- **Prompt**
List all lines of the data that include the string "main".

Collected data:

○ ○ ○ ○ ○ ○ ○

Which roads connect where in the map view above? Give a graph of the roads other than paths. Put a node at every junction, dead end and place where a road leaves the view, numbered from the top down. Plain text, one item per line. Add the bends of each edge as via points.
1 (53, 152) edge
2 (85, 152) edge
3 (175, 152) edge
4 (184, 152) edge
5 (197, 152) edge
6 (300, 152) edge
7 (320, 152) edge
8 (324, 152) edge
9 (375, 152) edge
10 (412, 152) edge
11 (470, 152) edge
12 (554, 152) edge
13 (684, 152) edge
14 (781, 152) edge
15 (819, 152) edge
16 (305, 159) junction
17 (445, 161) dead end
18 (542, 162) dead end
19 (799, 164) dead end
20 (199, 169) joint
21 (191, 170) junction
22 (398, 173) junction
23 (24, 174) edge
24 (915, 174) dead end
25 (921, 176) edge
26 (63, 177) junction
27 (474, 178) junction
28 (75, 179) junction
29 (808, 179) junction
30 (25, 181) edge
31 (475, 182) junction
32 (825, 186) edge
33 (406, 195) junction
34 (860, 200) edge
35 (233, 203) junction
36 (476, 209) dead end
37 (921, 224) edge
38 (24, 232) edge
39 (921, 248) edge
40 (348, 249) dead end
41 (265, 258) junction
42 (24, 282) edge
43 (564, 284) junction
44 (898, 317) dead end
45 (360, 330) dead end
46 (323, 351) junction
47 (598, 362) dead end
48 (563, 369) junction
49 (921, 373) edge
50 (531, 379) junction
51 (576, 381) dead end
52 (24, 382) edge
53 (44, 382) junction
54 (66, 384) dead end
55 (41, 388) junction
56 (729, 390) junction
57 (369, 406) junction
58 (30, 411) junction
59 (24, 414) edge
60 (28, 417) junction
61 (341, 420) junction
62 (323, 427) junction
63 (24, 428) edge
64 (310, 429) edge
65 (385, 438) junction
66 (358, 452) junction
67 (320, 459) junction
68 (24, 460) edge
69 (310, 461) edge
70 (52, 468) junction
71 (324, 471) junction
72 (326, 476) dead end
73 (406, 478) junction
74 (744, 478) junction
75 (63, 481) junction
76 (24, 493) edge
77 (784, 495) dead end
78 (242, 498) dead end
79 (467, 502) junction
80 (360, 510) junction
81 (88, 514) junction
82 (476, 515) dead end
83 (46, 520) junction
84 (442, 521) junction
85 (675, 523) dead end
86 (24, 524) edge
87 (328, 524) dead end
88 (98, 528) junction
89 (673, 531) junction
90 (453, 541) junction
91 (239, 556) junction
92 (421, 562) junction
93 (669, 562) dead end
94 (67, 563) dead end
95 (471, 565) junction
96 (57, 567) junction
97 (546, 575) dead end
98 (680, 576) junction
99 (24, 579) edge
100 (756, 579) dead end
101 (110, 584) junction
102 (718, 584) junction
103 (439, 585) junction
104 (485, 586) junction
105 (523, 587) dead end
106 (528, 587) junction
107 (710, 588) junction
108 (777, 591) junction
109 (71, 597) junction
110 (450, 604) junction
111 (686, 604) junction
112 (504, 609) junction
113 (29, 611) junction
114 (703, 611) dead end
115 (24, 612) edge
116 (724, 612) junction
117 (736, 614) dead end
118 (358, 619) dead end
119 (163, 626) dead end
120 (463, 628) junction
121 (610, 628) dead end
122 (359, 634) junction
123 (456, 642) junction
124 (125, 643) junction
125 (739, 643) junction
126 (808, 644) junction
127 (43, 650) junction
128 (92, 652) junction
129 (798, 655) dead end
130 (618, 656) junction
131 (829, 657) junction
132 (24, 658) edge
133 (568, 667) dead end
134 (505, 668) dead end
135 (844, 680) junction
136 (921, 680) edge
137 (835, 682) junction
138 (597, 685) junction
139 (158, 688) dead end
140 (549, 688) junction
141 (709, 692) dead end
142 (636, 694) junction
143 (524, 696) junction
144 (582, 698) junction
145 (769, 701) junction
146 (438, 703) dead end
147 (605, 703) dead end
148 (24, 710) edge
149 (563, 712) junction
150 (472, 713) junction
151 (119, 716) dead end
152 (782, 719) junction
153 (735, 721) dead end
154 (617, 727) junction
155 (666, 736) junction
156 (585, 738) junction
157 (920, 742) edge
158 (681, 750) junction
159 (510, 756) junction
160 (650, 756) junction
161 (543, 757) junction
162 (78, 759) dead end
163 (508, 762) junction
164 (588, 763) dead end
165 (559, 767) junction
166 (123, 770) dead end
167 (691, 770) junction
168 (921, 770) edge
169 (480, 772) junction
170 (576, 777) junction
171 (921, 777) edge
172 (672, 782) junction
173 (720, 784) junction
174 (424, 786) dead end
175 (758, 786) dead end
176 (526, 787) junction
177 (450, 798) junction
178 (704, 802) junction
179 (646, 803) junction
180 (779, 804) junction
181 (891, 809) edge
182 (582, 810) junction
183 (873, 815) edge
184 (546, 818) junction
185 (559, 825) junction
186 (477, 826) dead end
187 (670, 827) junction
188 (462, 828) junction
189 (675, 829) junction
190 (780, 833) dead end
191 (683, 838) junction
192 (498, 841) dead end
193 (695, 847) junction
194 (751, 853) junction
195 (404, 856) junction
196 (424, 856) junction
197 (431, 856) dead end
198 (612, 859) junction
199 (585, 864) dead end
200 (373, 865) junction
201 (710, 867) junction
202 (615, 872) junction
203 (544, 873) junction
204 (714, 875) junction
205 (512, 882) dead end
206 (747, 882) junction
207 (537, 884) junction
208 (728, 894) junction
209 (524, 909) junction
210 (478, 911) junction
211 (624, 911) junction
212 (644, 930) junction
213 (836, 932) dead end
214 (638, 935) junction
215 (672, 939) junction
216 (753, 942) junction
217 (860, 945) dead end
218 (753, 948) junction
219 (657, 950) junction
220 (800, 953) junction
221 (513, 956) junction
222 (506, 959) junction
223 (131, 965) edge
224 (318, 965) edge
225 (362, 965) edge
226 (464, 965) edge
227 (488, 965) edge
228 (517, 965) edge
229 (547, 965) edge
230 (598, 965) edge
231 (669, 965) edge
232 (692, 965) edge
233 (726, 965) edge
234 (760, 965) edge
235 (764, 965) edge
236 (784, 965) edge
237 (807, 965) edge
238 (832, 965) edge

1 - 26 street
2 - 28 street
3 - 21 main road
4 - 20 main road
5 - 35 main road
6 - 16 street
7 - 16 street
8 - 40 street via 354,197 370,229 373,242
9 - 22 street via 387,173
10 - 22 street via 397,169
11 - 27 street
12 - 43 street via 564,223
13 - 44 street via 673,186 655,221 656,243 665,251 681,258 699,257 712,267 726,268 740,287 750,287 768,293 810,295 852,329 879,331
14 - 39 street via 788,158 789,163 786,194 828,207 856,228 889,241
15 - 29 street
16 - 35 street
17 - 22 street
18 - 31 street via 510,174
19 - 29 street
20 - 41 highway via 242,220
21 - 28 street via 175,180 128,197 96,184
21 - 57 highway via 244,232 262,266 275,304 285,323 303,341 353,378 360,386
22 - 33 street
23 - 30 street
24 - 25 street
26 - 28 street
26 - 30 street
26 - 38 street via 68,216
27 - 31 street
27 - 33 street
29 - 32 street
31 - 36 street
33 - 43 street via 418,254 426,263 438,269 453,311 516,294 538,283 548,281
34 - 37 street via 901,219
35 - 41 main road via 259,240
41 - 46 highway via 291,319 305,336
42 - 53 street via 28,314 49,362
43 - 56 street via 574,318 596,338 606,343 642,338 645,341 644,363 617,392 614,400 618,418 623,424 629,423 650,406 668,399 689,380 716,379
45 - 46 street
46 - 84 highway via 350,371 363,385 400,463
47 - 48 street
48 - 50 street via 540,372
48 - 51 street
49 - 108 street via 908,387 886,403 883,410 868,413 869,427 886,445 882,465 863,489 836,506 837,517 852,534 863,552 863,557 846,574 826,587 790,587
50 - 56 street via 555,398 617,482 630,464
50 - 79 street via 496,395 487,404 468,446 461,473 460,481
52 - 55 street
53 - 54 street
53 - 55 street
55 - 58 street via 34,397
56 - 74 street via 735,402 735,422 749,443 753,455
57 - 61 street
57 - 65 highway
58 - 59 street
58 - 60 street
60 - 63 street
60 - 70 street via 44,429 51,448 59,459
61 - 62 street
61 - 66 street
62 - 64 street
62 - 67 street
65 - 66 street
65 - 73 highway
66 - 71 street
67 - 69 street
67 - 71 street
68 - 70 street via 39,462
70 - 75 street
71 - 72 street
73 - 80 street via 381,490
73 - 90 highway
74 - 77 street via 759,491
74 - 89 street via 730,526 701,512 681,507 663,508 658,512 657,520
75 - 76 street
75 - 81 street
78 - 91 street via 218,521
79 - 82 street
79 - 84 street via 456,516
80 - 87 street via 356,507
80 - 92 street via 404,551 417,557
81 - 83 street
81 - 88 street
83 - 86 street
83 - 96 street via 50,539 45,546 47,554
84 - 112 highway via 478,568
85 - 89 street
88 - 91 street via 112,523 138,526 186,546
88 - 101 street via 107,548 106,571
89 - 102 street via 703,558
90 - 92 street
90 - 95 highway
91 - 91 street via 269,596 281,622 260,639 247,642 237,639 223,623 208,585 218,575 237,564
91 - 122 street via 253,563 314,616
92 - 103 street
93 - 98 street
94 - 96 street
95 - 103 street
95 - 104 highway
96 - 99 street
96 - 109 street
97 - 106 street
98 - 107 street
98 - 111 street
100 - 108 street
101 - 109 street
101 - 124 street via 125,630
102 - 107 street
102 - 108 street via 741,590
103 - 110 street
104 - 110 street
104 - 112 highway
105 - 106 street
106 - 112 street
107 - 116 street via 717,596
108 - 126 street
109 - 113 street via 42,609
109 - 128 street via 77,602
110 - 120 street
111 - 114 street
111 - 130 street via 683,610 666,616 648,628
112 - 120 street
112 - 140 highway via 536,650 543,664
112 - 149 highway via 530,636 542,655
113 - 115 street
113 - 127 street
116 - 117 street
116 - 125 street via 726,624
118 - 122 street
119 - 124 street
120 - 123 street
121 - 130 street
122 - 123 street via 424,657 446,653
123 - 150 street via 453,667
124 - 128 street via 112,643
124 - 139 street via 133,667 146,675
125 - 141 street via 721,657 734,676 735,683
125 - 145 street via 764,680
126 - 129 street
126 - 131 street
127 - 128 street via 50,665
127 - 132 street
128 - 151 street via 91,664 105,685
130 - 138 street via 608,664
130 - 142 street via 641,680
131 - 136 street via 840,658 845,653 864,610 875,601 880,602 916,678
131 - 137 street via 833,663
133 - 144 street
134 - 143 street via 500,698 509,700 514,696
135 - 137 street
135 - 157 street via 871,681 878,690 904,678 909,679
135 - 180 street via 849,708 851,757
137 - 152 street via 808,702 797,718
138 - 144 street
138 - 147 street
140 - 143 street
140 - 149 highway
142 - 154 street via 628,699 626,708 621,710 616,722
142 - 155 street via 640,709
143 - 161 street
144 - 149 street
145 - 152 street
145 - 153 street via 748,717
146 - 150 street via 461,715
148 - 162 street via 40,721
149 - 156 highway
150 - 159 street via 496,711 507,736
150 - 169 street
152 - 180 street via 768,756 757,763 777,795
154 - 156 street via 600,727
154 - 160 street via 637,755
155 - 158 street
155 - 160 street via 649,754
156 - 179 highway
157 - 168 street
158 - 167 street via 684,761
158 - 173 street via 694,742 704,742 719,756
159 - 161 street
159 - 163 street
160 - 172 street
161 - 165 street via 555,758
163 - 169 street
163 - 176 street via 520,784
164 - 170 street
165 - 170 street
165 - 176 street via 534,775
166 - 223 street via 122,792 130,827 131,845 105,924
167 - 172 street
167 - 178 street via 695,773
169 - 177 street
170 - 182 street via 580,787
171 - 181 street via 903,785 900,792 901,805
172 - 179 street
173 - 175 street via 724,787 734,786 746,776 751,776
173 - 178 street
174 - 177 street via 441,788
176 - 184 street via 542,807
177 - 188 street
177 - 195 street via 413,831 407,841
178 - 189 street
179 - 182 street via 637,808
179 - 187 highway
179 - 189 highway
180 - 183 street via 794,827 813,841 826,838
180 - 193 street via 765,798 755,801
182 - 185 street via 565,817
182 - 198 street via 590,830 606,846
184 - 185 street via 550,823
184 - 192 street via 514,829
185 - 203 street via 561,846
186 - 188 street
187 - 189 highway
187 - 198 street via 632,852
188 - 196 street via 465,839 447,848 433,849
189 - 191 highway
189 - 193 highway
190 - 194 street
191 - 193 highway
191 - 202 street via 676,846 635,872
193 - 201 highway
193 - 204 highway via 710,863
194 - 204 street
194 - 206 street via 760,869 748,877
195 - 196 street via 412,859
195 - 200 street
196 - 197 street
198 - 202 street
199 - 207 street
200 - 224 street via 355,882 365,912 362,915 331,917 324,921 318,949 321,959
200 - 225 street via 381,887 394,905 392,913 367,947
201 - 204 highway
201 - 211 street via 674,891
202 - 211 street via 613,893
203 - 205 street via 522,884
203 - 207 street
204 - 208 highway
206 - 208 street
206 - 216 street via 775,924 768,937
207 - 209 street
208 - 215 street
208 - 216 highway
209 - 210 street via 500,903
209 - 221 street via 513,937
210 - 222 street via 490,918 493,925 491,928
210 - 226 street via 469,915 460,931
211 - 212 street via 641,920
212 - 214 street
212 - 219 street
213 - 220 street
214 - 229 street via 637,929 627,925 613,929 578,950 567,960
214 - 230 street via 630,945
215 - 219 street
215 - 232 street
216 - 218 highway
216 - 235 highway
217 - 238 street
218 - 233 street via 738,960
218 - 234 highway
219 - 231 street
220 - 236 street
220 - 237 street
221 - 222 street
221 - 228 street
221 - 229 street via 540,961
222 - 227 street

○ ○ ○ ○ ○ ○ ○

- **Answer box**
3 - 21 main road
4 - 20 main road
5 - 35 main road
35 - 41 main road via 259,240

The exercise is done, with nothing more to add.